Problem: Look through the records and copy each line that has "Felek" in it.

=== Source data ===

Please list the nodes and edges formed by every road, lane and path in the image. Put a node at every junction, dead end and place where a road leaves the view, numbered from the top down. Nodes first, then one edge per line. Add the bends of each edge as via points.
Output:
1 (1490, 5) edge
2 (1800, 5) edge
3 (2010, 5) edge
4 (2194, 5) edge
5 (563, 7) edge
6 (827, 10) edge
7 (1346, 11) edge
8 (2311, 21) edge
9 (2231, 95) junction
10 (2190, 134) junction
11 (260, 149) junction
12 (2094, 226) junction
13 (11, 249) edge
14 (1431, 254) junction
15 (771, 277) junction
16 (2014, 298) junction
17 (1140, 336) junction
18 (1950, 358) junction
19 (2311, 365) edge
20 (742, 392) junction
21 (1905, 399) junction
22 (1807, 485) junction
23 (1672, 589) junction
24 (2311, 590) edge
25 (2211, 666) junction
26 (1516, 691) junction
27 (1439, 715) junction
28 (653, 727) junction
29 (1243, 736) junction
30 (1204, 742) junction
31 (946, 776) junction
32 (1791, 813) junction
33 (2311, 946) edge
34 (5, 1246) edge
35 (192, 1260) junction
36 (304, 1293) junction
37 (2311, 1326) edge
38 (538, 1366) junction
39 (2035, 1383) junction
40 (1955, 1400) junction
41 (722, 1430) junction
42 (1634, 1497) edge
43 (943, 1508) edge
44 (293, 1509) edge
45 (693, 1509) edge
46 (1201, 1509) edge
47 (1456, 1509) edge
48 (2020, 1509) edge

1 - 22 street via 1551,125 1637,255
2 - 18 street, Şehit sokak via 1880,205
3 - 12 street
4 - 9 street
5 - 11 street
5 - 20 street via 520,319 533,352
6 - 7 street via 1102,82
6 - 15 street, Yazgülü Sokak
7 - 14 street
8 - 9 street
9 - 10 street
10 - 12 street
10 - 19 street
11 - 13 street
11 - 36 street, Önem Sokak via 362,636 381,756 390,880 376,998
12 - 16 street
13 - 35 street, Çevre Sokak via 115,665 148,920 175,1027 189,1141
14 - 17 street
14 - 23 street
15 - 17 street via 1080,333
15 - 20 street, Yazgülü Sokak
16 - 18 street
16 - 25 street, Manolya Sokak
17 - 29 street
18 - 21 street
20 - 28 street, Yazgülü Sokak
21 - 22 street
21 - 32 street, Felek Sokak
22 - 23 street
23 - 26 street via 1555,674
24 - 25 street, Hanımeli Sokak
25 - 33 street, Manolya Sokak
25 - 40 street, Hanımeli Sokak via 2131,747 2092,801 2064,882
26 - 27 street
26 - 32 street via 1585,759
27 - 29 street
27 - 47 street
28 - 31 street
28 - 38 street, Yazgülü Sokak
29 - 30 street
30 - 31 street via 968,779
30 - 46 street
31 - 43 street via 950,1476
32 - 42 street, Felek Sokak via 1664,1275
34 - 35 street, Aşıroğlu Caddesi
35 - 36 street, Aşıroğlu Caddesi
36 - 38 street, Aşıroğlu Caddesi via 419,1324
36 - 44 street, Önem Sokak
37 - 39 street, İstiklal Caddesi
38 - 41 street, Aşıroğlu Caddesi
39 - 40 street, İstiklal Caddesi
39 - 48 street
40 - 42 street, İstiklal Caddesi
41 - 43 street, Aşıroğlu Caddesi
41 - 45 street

===

Reply:
21 - 32 street, Felek Sokak
32 - 42 street, Felek Sokak via 1664,1275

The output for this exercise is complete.